The slowdown in consumer health care price inflation is consistent with a broad array of other evidence suggesting that the growth rate of health care costs is slowing:

  • Data from the Bureau of Labor Statistics’ Employer Costs for Employee Compensation survey indicate that for private sector employers offering health insurance, the annualized growth rate of real (inflation-adjusted) costs for workers’ health insurance has slowed from 2.2 percent a year from 2006:Q4 to 2009:Q4 to 1.8 percent a year from 2009:Q4 to 2012:Q4, with a particularly marked slowdown occurring at smaller establishments. For establishments with fewer than 50 employees, employers’ real costs for workers’ health insurance grew just 1.0 percent a year from 2009:Q4 to 2012:Q4, half the rate observed over the preceding three years. 
  • During the past several years, the Congressional Budget Office reports that it “has made a series of downward adjustments to its projections of spending for Medicaid and Medicare.” For example, “mostly reflecting the slower growth in the programs’ spending in recent years,” CBO now expects combined spending on the two programs to be about $200 billion lower in 2020 than what it forecast three years ago.
  • From 2009 to 2011, nationwide real per capita health expenditures grew at the slowest pace since reporting began in 1960. 
  • In 2012, premium growth for employer-sponsored insurance was at its lowest rate (3 percent) since the Medical Expenditure Panel Survey started in 1996.
  • In 13 states that have publicly reported premiums for 2014, the average of the lowest-cost plan is nearly 20 percent below projections based on CBO premiums.
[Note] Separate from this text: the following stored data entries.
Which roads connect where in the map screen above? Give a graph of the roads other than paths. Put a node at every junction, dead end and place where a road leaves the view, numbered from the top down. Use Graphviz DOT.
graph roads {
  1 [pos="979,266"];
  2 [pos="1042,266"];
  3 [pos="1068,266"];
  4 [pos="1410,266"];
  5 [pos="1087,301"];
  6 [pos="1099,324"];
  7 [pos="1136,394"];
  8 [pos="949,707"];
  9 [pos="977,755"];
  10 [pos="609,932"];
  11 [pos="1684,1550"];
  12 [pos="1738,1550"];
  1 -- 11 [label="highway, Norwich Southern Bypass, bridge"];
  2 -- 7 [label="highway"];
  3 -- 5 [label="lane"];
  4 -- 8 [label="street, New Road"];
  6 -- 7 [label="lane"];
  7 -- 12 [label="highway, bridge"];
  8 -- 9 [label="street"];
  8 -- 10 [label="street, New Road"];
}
This includes New York State, which recently announced that health insurance rates in 2014 will be at least 50 percent lower, on average, than the plans currently available in the state. These substantially more affordable plans will soon be available through the new Health Insurance Marketplace established by the Affordable Care Act. 
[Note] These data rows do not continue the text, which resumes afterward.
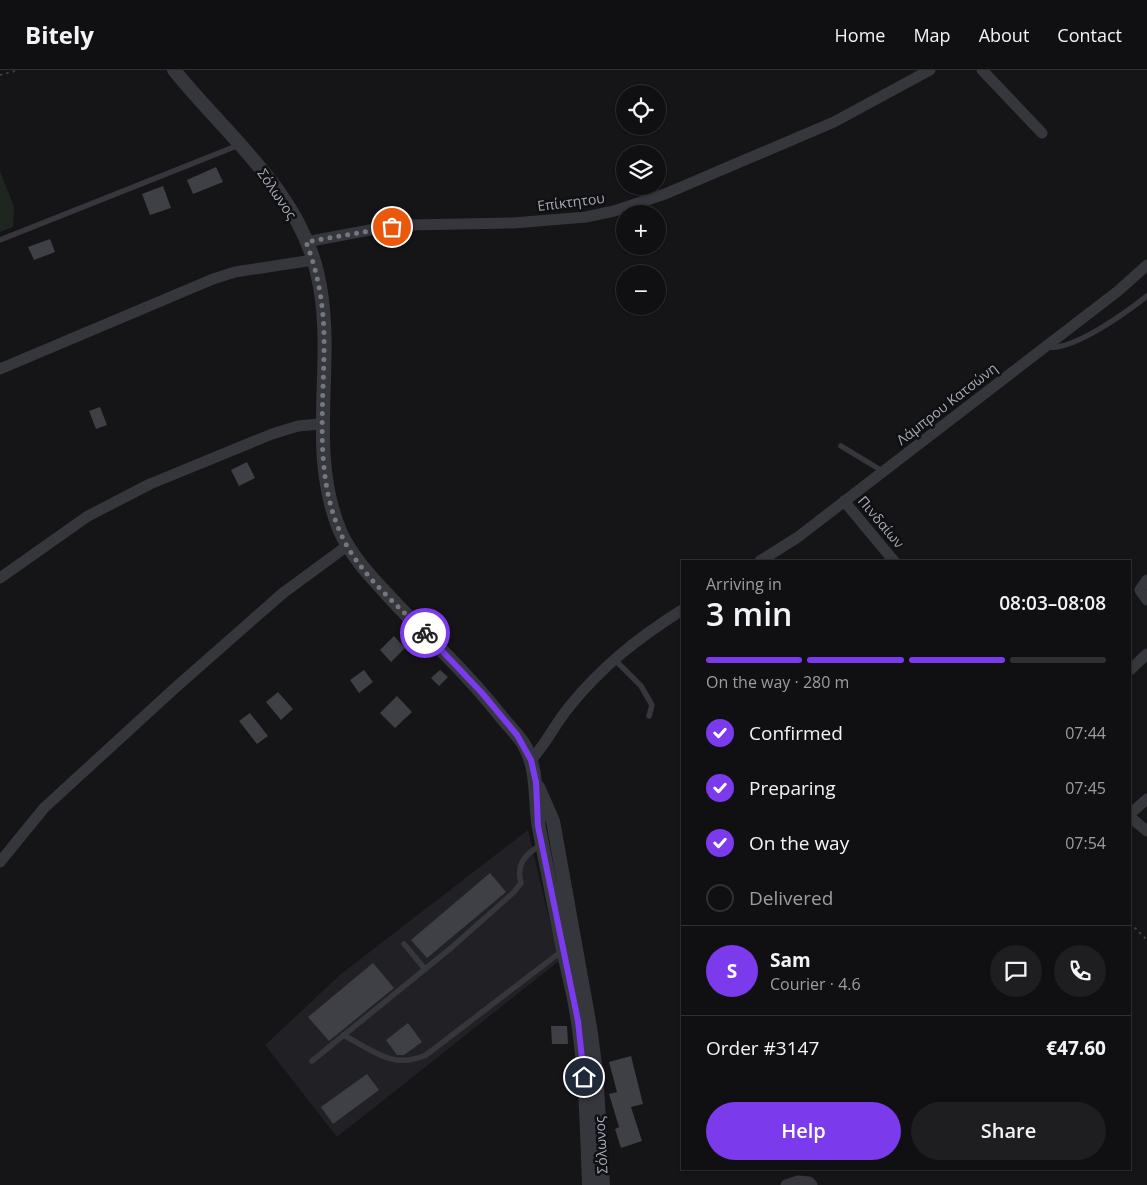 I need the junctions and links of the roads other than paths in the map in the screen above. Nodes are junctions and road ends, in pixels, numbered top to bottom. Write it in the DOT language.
graph roads {
  1 [pos="174,70"];
  2 [pos="930,70"];
  3 [pos="982,70"];
  4 [pos="1042,133"];
  5 [pos="239,145"];
  6 [pos="0,240"];
  7 [pos="306,242"];
  8 [pos="313,260"];
  9 [pos="1147,265"];
  10 [pos="1147,296"];
  11 [pos="1046,347"];
  12 [pos="0,369"];
  13 [pos="321,424"];
  14 [pos="841,446"];
  15 [pos="884,472"];
  16 [pos="844,501"];
  17 [pos="347,546"];
  18 [pos="762,560"];
  19 [pos="893,560"];
  20 [pos="0,578"];
  21 [pos="1147,580"];
  22 [pos="1147,600"];
  23 [pos="681,611"];
  24 [pos="1147,654"];
  25 [pos="614,659"];
  26 [pos="1131,669"];
  27 [pos="649,716"];
  28 [pos="531,760"];
  29 [pos="536,782"];
  30 [pos="1147,799"];
  31 [pos="1131,815"];
  32 [pos="1131,817"];
  33 [pos="1147,831"];
  34 [pos="542,844"];
  35 [pos="0,862"];
  36 [pos="404,944"];
  37 [pos="563,950"];
  38 [pos="425,969"];
  39 [pos="343,1035"];
  40 [pos="312,1061"];
  41 [pos="589,1185"];
  42 [pos="603,1185"];
  43 [pos="786,1185"];
  44 [pos="812,1185"];
  1 -- 5 [label="street, Σόλωνος"];
  2 -- 7 [label="street, Επίκτητου"];
  3 -- 4 [label="street"];
  5 -- 6 [label="lane"];
  5 -- 7 [label="street, Σόλωνος"];
  7 -- 8 [label="street, Σόλωνος"];
  8 -- 12 [label="street"];
  8 -- 13 [label="street, Σόλωνος"];
  9 -- 11 [label="street, Λάμπρου Κατσώνη"];
  10 -- 11 [label="lane"];
  11 -- 15 [label="street, Λάμπρου Κατσώνη"];
  13 -- 17 [label="street, Σόλωνος"];
  13 -- 20 [label="street"];
  14 -- 15 [label="lane"];
  15 -- 16 [label="street, Λάμπρου Κατσώνη"];
  16 -- 18 [label="street, Λάμπρου Κατσώνη"];
  16 -- 19 [label="street, Πινδαίων"];
  17 -- 28 [label="street, Σόλωνος"];
  17 -- 35 [label="street"];
  21 -- 22 [label="street"];
  23 -- 25 [label="street"];
  24 -- 26 [label="street"];
  25 -- 27 [label="lane"];
  25 -- 28 [label="street"];
  28 -- 29 [label="street, Σόλωνος"];
  29 -- 34 [label="street, Σόλωνος"];
  29 -- 42 [label="street, Σόλωνος"];
  30 -- 31 [label="street"];
  32 -- 33 [label="street"];
  34 -- 37 [label="street, Σόλωνος"];
  34 -- 38 [label="lane"];
  36 -- 38 [label="lane"];
  37 -- 39 [label="lane"];
  37 -- 41 [label="street, Σόλωνος"];
  38 -- 39 [label="lane"];
  39 -- 40 [label="lane"];
  43 -- 44 [label="street"];
}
In sum, data from across the economy – covering consumers, government, and private employers – point to the same conclusion: health care cost growth has slowed. 

A mounting body of research finds that structural changes are driving a substantial part of the recent slowdown in health care cost growth, suggesting that the trend may persist. Moreover, the fact that the slowdown in cost growth reflects changes in both prices and utilization of medical care – and that the slowdown is apparent in many different aspects of the health care system – further suggests that structural changes are underway. 
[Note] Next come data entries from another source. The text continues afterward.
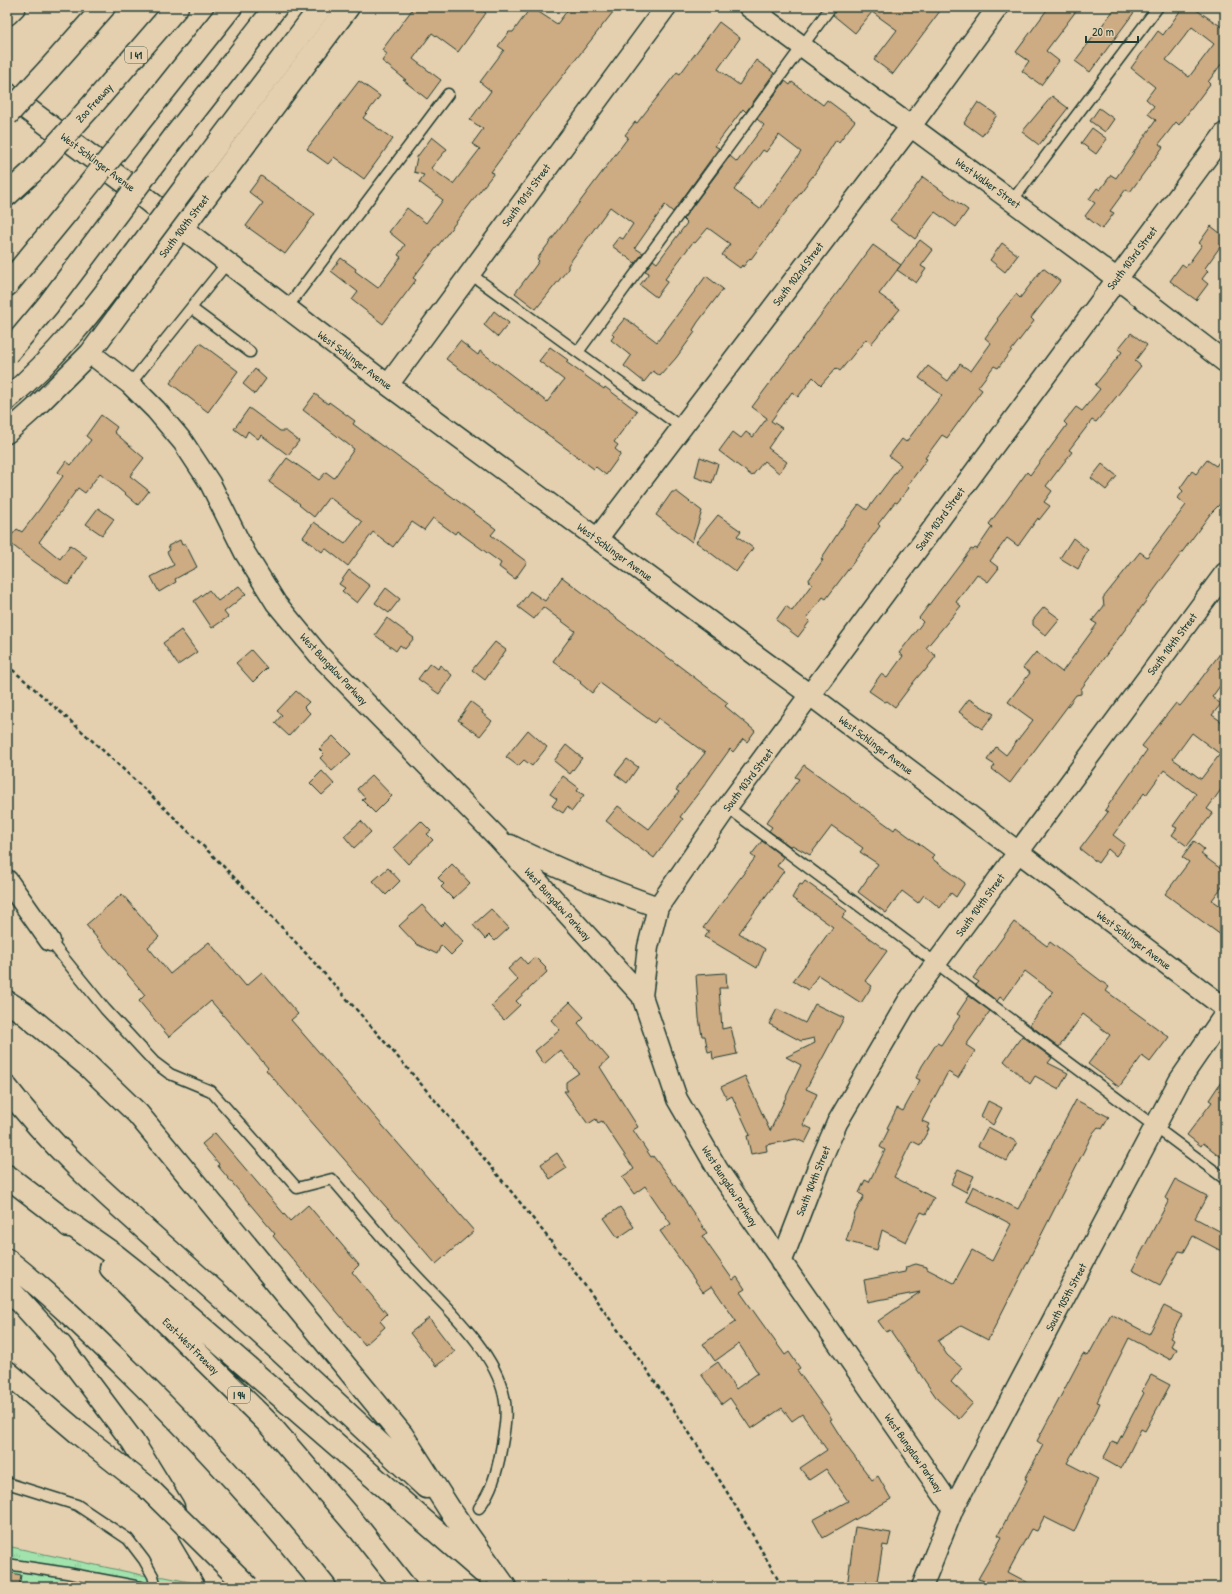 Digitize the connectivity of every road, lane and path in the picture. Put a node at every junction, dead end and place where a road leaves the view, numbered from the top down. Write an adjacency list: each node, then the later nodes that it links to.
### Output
1 (14, 7): 13 (main road)
2 (104, 7): 17 (main road, bridge)
3 (177, 7): 20 (main road, Zoo Freeway / I 41, bridge)
4 (231, 7): 26 (main road, bridge)
5 (276, 7): 32 (main road, bridge)
6 (321, 7): 36 (main road, bridge)
7 (348, 7): 22 (main road, South 100th Street)
8 (666, 7): 24 (street, South 101st Street)
9 (749, 7): 14 (street, West Walker Street)
10 (831, 7): 14 (lane)
11 (998, 7): 18 (street, South 102nd Street)
12 (1158, 7): 21 (lane)
13 (7, 14)
14 (802, 46): 18 (street, West Walker Street); 31 (lane)
15 (7, 94): 22 (main road, West Schlinger Avenue)
16 (448, 94): 28 (lane)
17 (7, 115)
18 (911, 126): 21 (street, West Walker Street); 37 (street, South 102nd Street)
19 (1225, 133): 25 (street, South 103rd Street)
20 (7, 195)
21 (1012, 201): 25 (street, West Walker Street)
22 (182, 228): 23 (street, West Schlinger Avenue); 29 (street, South 100th Street)
23 (227, 263): 27 (lane); 28 (street, West Schlinger Avenue)
24 (469, 273): 31 (lane); 35 (street, South 101st Street)
25 (1116, 278): 33 (street, West Walker Street); 42 (street, South 103rd Street)
26 (7, 285)
27 (191, 308): 30 (lane); 34 (lane)
28 (286, 309): 35 (street, West Schlinger Avenue)
29 (90, 352): 34 (street, West Bungalow Parkway); 38 (street, South 100th Street)
30 (250, 352)
31 (578, 352): 37 (lane)
32 (7, 354)
33 (1225, 362)
34 (130, 384): 44 (street, West Bungalow Parkway)
35 (388, 384): 39 (street, West Schlinger Avenue)
36 (7, 399)
37 (681, 427): 39 (street, South 102nd Street)
38 (7, 433)
39 (597, 539): 42 (street, West Schlinger Avenue)
40 (1225, 573): 45 (street, South 104th Street)
41 (7, 665): 77 (path)
42 (810, 695): 43 (street, South 103rd Street); 45 (street, West Schlinger Avenue)
43 (727, 807): 47 (street, South 103rd Street); 49 (lane)
44 (499, 839): 47 (street); 50 (street, West Bungalow Parkway)
45 (1018, 853): 49 (street, South 104th Street); 52 (street, West Schlinger Avenue)
46 (7, 880): 48 (street)
47 (658, 907): 50 (street, South 103rd Street)
48 (50, 941): 65 (lane)
49 (937, 963): 55 (lane); 60 (street, South 104th Street)
50 (642, 996): 60 (street, West Bungalow Parkway)
51 (7, 1002): 67 (main road)
52 (1225, 1008)
53 (1225, 1014): 55 (street, South 105th Street)
54 (7, 1088): 67 (main road)
55 (1155, 1127): 57 (lane); 66 (street, South 105th Street)
56 (7, 1176): 58 (main road, East-West Freeway / I 94)
57 (1225, 1179)
58 (59, 1216): 74 (main road, East-West Freeway / I 94); 75 (main road)
59 (7, 1260): 73 (main road)
60 (782, 1263): 66 (street, West Bungalow Parkway)
61 (7, 1287): 71 (main road)
62 (7, 1372): 63 (main road)
63 (18, 1394): 72 (main road, bridge)
64 (7, 1483): 70 (lane)
65 (479, 1508)
66 (953, 1509): 78 (street, South 105th Street)
67 (450, 1510): 76 (main road)
68 (7, 1564): 69 (lane)
69 (141, 1587)
70 (156, 1587)
71 (221, 1587)
72 (248, 1587)
73 (325, 1587)
74 (405, 1587)
75 (499, 1587)
76 (504, 1587)
77 (782, 1587)
78 (922, 1587)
The Affordable Care Act includes a range of cost-saving, quality-improving measures. The law includes provisions intended to foster coordinated care, reduce preventable health complications during hospitalizations, and promote the adoption of more efficient health information technology. For instance:

  • The Partnership for Patients program is a public-private partnership that aims to reduce hospital complications and readmissions across the nation through partnerships with more than 3,700 hospitals and thousands of other organizations of doctors, nurses, and community-based groups. Since the program was introduced in 2011, the hospital readmission rate within Medicare has fallen below its historical average.
  • Under Accountable Care Organizations (ACOs), providers deliver care through organizations of physicians, nurses, hospitals and other providers responsible for the quality and cost of care to their patients over time. Medicare shares any savings with ACOs that meet rigorous quality standards. Currently, more than 4 million beneficiaries receive care from more than 240 ACOs participating in the Medicare Shared Savings Program and other related projects. 
  • The Hospital Value-Based Purchasing Program went into effect in October 2012. The program encourages more than 3,500 hospitals to provide high-quality care and reduces payments for hospitals exhibiting poor performance. Additionally, pay-for-reporting initiatives in which providers are rewarded for reporting clinical quality measures have been launched in virtually every Medicare payment category.

The Administration is committed to making further progress in the years ahead through the essential patient protections and cost-saving measures contained in the Affordable Care Act. 

Alan B. Krueger is Chairman of the Council of Economic Advisers.